8 p.m. - Discussing shoes with Amy. It was her. Meet Miss Zoot by the pool and goo over her adorable baby and heartbreaker son.
9 p.m. - Enter into buzzingly buzzing conversation with Alice. Think OMG, it's Alice, and I'm buzzingly buzzy. Please, God, don't let me sound stupid. Sometimes God does not answer my prayers.
10 p.m. - Cagey leaves to go tend to Arun. Jane and I KEEP ON DRINKING.
10:30 p.m. - Mary! Pools! I'm dipping my feet in the warm, fuzzy, bathwatery goodness of the heavily chlorinated pool! Karen! Other people I love but have forgotten!
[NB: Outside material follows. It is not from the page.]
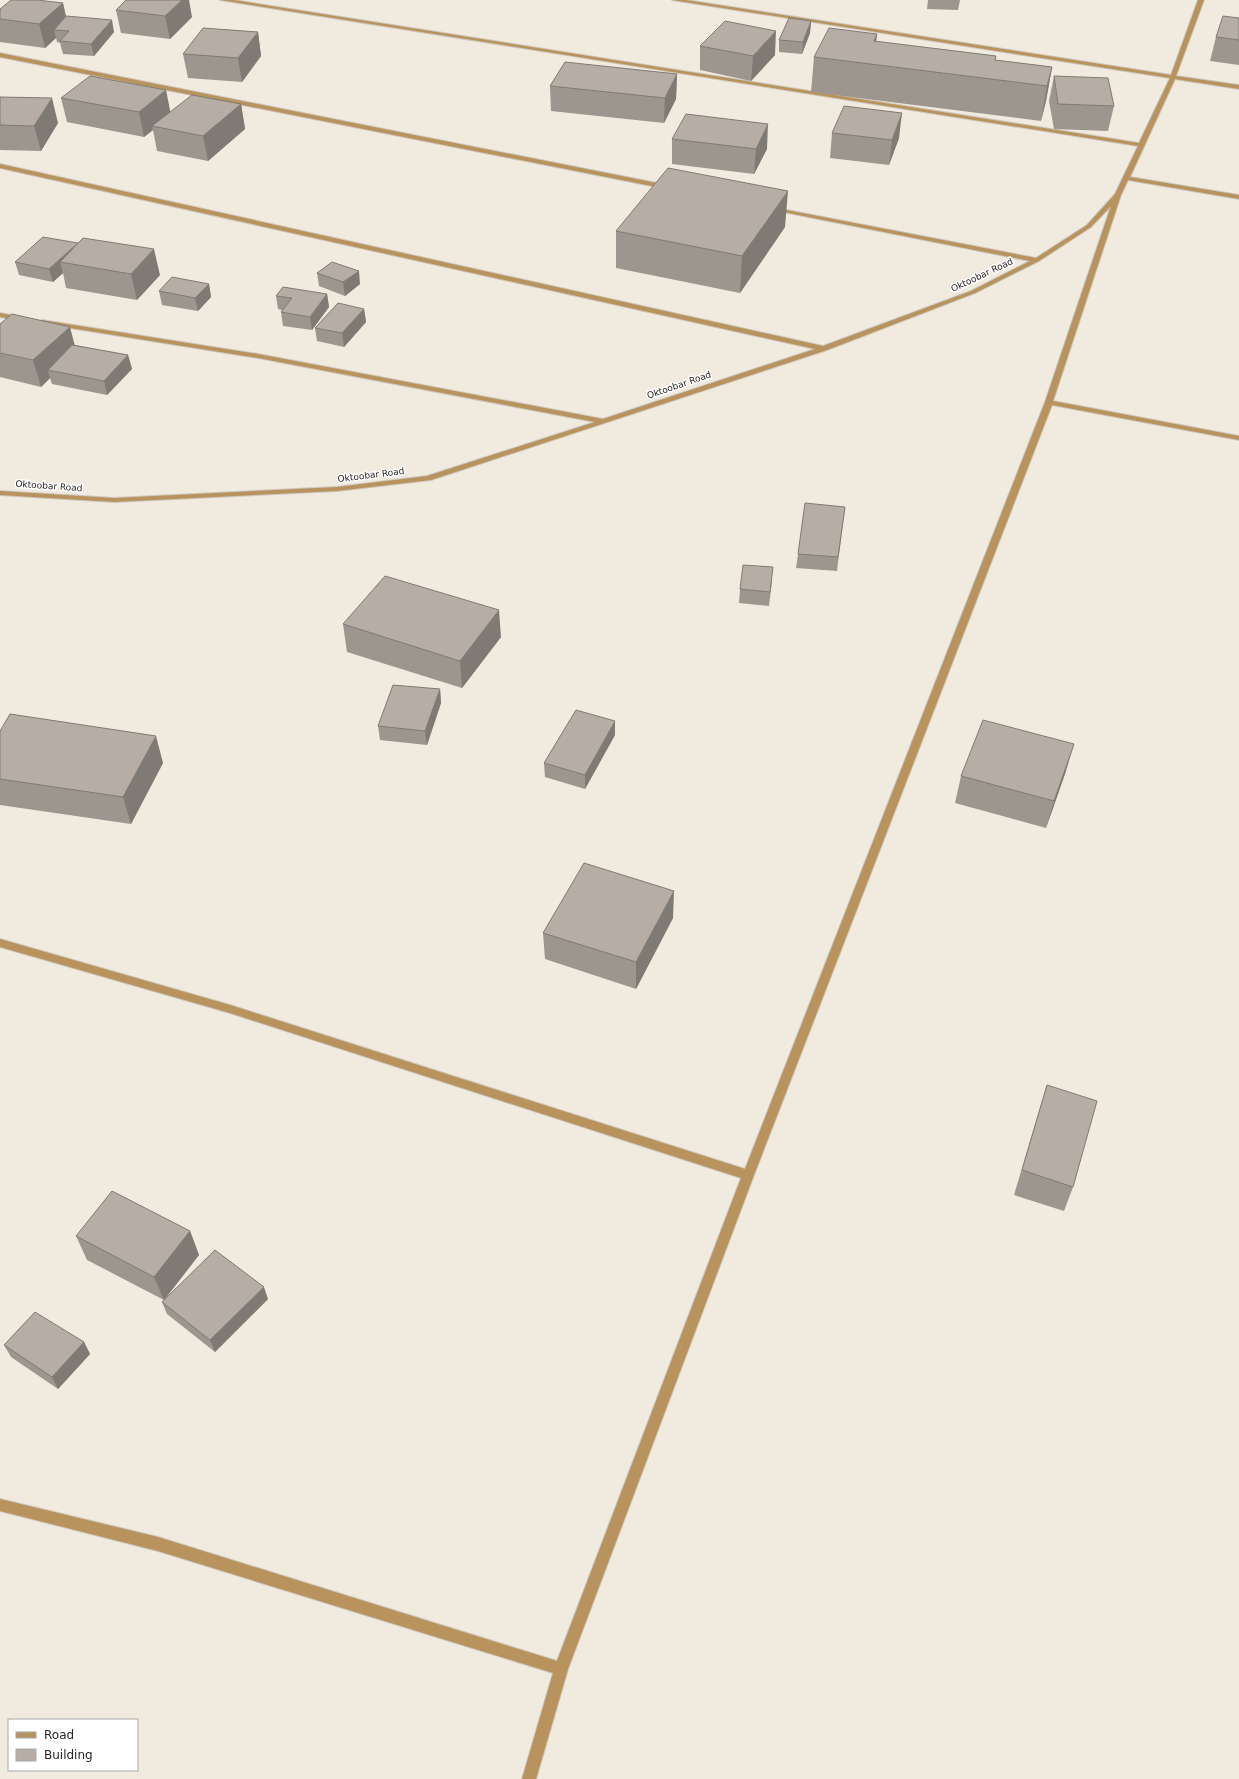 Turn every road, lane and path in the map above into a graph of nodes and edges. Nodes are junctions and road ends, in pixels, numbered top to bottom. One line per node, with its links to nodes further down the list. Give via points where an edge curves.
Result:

Mary mentioned there is a woman here who can do backbends and stand right back up, and maybe this woman will lead us on to other bars. I am so drunk at this point I think it might be a good idea.
10:45 p.m. - Jane is in the pool with all of her clothes on, skull tee included. I love her. I love EVERYONE.
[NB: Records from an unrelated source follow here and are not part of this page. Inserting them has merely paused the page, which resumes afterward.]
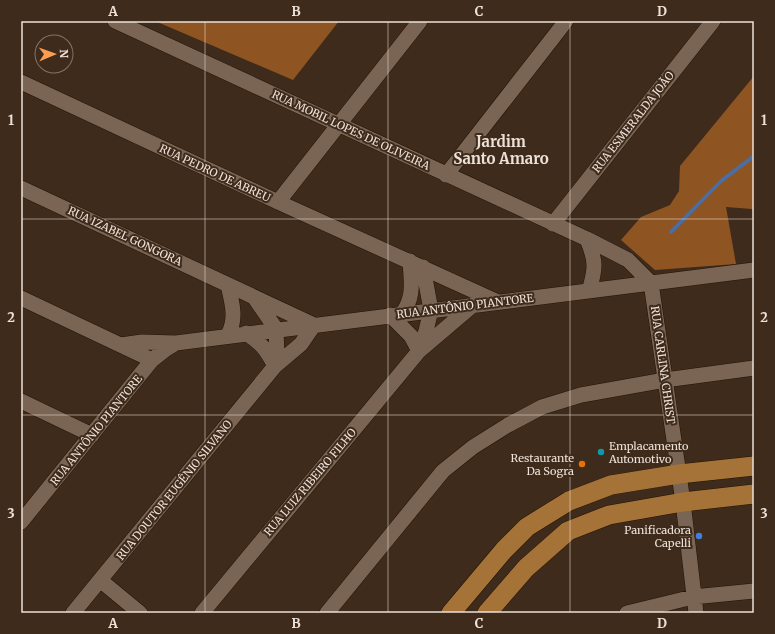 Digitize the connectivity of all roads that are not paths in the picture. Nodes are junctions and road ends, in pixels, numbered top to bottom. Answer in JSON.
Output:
{"nodes":[{"id":1,"x":115,"y":21,"type":"edge"},
{"id":2,"x":420,"y":21,"type":"edge"},
{"id":3,"x":566,"y":21,"type":"edge"},
{"id":4,"x":713,"y":21,"type":"edge"},
{"id":5,"x":21,"y":82,"type":"edge"},
{"id":6,"x":339,"y":124,"type":"junction"},
{"id":7,"x":446,"y":175,"type":"junction"},
{"id":8,"x":21,"y":188,"type":"edge"},
{"id":9,"x":278,"y":202,"type":"junction"},
{"id":10,"x":553,"y":224,"type":"junction"},
{"id":11,"x":587,"y":239,"type":"junction"},
{"id":12,"x":416,"y":264,"type":"junction"},
{"id":13,"x":754,"y":270,"type":"edge"},
{"id":14,"x":651,"y":283,"type":"junction"},
{"id":15,"x":228,"y":285,"type":"junction"},
{"id":16,"x":589,"y":291,"type":"junction"},
{"id":17,"x":254,"y":296,"type":"junction"},
{"id":18,"x":21,"y":298,"type":"edge"},
{"id":19,"x":498,"y":302,"type":"junction"},
{"id":20,"x":474,"y":305,"type":"junction"},
{"id":21,"x":431,"y":310,"type":"junction"},
{"id":22,"x":396,"y":314,"type":"junction"},
{"id":23,"x":314,"y":324,"type":"junction"},
{"id":24,"x":276,"y":329,"type":"junction"},
{"id":25,"x":246,"y":333,"type":"junction"},
{"id":26,"x":228,"y":335,"type":"junction"},
{"id":27,"x":176,"y":343,"type":"junction"},
{"id":28,"x":121,"y":345,"type":"junction"},
{"id":29,"x":419,"y":351,"type":"junction"},
{"id":30,"x":152,"y":360,"type":"junction"},
{"id":31,"x":275,"y":366,"type":"junction"},
{"id":32,"x":754,"y":368,"type":"edge"},
{"id":33,"x":665,"y":380,"type":"junction"},
{"id":34,"x":21,"y":402,"type":"edge"},
{"id":35,"x":92,"y":435,"type":"junction"},
{"id":36,"x":754,"y":466,"type":"edge"},
{"id":37,"x":679,"y":474,"type":"junction"},
{"id":38,"x":754,"y":494,"type":"edge"},
{"id":39,"x":683,"y":502,"type":"junction"},
{"id":40,"x":23,"y":516,"type":"edge"},
{"id":41,"x":100,"y":580,"type":"junction"},
{"id":42,"x":754,"y":591,"type":"edge"},
{"id":43,"x":693,"y":597,"type":"junction"},
{"id":44,"x":73,"y":613,"type":"edge"},
{"id":45,"x":140,"y":613,"type":"edge"},
{"id":46,"x":202,"y":613,"type":"edge"},
{"id":47,"x":327,"y":613,"type":"edge"},
{"id":48,"x":451,"y":613,"type":"edge"},
{"id":49,"x":487,"y":613,"type":"edge"},
{"id":50,"x":627,"y":613,"type":"edge"},
{"id":51,"x":696,"y":613,"type":"edge"}],
"edges":[{"from":1,"to":6,"type":"street","name":"RUA MOBIL LOPES DE OLIVEIRA"},
{"from":2,"to":6,"type":"street"},
{"from":3,"to":7,"type":"street"},
{"from":4,"to":10,"type":"street","name":"RUA ESMERALDA JOÃO"},
{"from":5,"to":9,"type":"street","name":"RUA PEDRO DE ABREU"},
{"from":6,"to":7,"type":"street","name":"RUA MOBIL LOPES DE OLIVEIRA"},
{"from":6,"to":9,"type":"street"},
{"from":7,"to":10,"type":"street","name":"RUA MOBIL LOPES DE OLIVEIRA"},
{"from":8,"to":15,"type":"street","name":"RUA IZABEL GONGORA"},
{"from":9,"to":12,"type":"street","name":"RUA PEDRO DE ABREU"},
{"from":10,"to":11,"type":"street","name":"RUA MOBIL LOPES DE OLIVEIRA"},
{"from":11,"to":14,"type":"street","name":"RUA MOBIL LOPES DE OLIVEIRA"},
{"from":11,"to":16,"type":"street"},
{"from":12,"to":19,"type":"street","name":"RUA PEDRO DE ABREU"},
{"from":12,"to":21,"type":"street"},
{"from":12,"to":22,"type":"street"},
{"from":13,"to":14,"type":"street","name":"RUA ANTÔNIO PIANTORE"},
{"from":14,"to":16,"type":"street","name":"RUA ANTÔNIO PIANTORE"},
{"from":14,"to":33,"type":"street","name":"RUA CARLINA CHRIST"},
{"from":15,"to":17,"type":"street","name":"RUA IZABEL GONGORA"},
{"from":15,"to":26,"type":"street"},
{"from":16,"to":19,"type":"street","name":"RUA ANTÔNIO PIANTORE"},
{"from":17,"to":23,"type":"street","name":"RUA IZABEL GONGORA"},
{"from":17,"to":24,"type":"street"},
{"from":18,"to":28,"type":"street"},
{"from":19,"to":20,"type":"street","name":"RUA ANTÔNIO PIANTORE"},
{"from":20,"to":21,"type":"street","name":"RUA ANTÔNIO PIANTORE"},
{"from":20,"to":29,"type":"street","name":"RUA LUIZ RIBEIRO FILHO"},
{"from":21,"to":22,"type":"street","name":"RUA ANTÔNIO PIANTORE"},
{"from":21,"to":29,"type":"street","name":"RUA LUIZ RIBEIRO FILHO"},
{"from":22,"to":23,"type":"street","name":"RUA ANTÔNIO PIANTORE"},
{"from":22,"to":29,"type":"street"},
{"from":23,"to":24,"type":"street","name":"RUA ANTÔNIO PIANTORE"},
{"from":23,"to":31,"type":"street","name":"RUA DOUTOR EUGÊNIO SILVANO"},
{"from":24,"to":25,"type":"street","name":"RUA ANTÔNIO PIANTORE"},
{"from":24,"to":31,"type":"street"},
{"from":25,"to":26,"type":"street","name":"RUA ANTÔNIO PIANTORE"},
{"from":25,"to":31,"type":"street"},
{"from":26,"to":27,"type":"street","name":"RUA ANTÔNIO PIANTORE"},
{"from":27,"to":28,"type":"street","name":"RUA ANTÔNIO PIANTORE"},
{"from":27,"to":30,"type":"street","name":"RUA ANTÔNIO PIANTORE"},
{"from":28,"to":30,"type":"street"},
{"from":29,"to":46,"type":"street","name":"RUA LUIZ RIBEIRO FILHO"},
{"from":30,"to":35,"type":"street","name":"RUA ANTÔNIO PIANTORE"},
{"from":31,"to":41,"type":"street","name":"RUA DOUTOR EUGÊNIO SILVANO"},
{"from":32,"to":33,"type":"street"},
{"from":33,"to":37,"type":"street","name":"RUA CARLINA CHRIST"},
{"from":33,"to":47,"type":"street"},
{"from":34,"to":35,"type":"street"},
{"from":35,"to":40,"type":"street","name":"RUA ANTÔNIO PIANTORE"},
{"from":36,"to":37,"type":"main road"},
{"from":37,"to":39,"type":"street","name":"RUA CARLINA CHRIST"},
{"from":37,"to":48,"type":"main road"},
{"from":38,"to":39,"type":"main road"},
{"from":39,"to":43,"type":"street","name":"RUA CARLINA CHRIST"},
{"from":39,"to":49,"type":"main road"},
{"from":41,"to":44,"type":"street","name":"RUA DOUTOR EUGÊNIO SILVANO"},
{"from":41,"to":45,"type":"street"},
{"from":42,"to":43,"type":"street"},
{"from":43,"to":50,"type":"street"},
{"from":43,"to":51,"type":"street","name":"RUA CARLINA CHRIST"}]}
11 p.m. - Stumble back to bed, leave drunk voicemail for my beloved, notice Jane's wet jeans hanging from the shower and decide to just pass out already.
My sunglasses from Target are broken!
My head HURTS.
I need food and caffeine. Very, very, very bad.
I stumble down to the front lobby to get change for the $85 soda from the special sundries-and-business room (whoever said business and sundries don't mix?) and see Mrs. Kennedy. I keep sneaking glances at her, wondering if I should just buck it up. After all, I was trying to meet her last night, only I had to keep myself from falling backwards while talking to Alice. I geekily approach anyway, because she's wearing a very approachable hot pink jacket.
And! She invited me to breakfast! I pause to reflect upon whether or not I can keep breakfast down, even to be surrounded by blogging greatness. I decide I can, because hey, how often do you get to eat breakfast and share jokes with people you wish you could talk to every day? I mean, really. I just hoped they couldn't actually see the sledgehammer that was pounding me from behind the eyes.
So, I went to breakfast with Mrs. Kennedy and Alice and Jen. Jen immediately offered me some bacon, and I ate it, even though I used to be a vegan, then a vegetarian, and I haven't eaten bacon in fifteen years. But at that point, if Jen had handed me a water buffalo and told me it was good with ketchup, I would've thrown it back and asked for another. I was that excited or that hungover, or more probably both. Needless to say, I think it was super-fun.
After that, it grows fuzzier. I remember a fabulous lunch with the lovely and NOT-OLD single-mom Mir, a great presentation from Heather Armstrong which really drove home how hard it can be to be creative on a daily basis (especially when you're a pro) and someone screaming "Hold still, I'm from US Weekly!" and snapping Heather's picture with the person right behind me in line to gush over her. And dammit, if I missed my chance to be with Heather in US Weekly, I will cry my little eyes out. But somehow, I think that person was kidding. Heather, I must also comment, is (unlike Tom Cruise and Bruce Willis) MUCH TALLER in person. And Jesus, that girl is gorgeous. I mean, really, so unfair.
The closing presentation (Lisa's much-better summary) was pretty unbelievable. The fact that BlogHer attracted that great of mainstream-media talent to the keynote in their sophomore year is beyond impressive. I've been to a lot of conventions, and this is the only one that ever so seamlessly combined professional tips with FUN FUN FUN - it was the lightheartedness that outshone everything else. We were discussing real issues, serious issues, but to my best knowledge (save one exception to whom I won't link), no one took themself too seriously. And that, my friends, is good times.
Even though I was DYING today at work, even though it took Jane and me a million-gazillion hours to fly back, I am so glad I went. I have that post-camp hangover that you get in fourth grade, going over and over the conversations you had in your mind and wishing it could've lasted a little longer. I haven't felt like this in a long time - that feeling that you get when you make a whole bunch of new friends at once. It feels kind of like belonging, and I like it.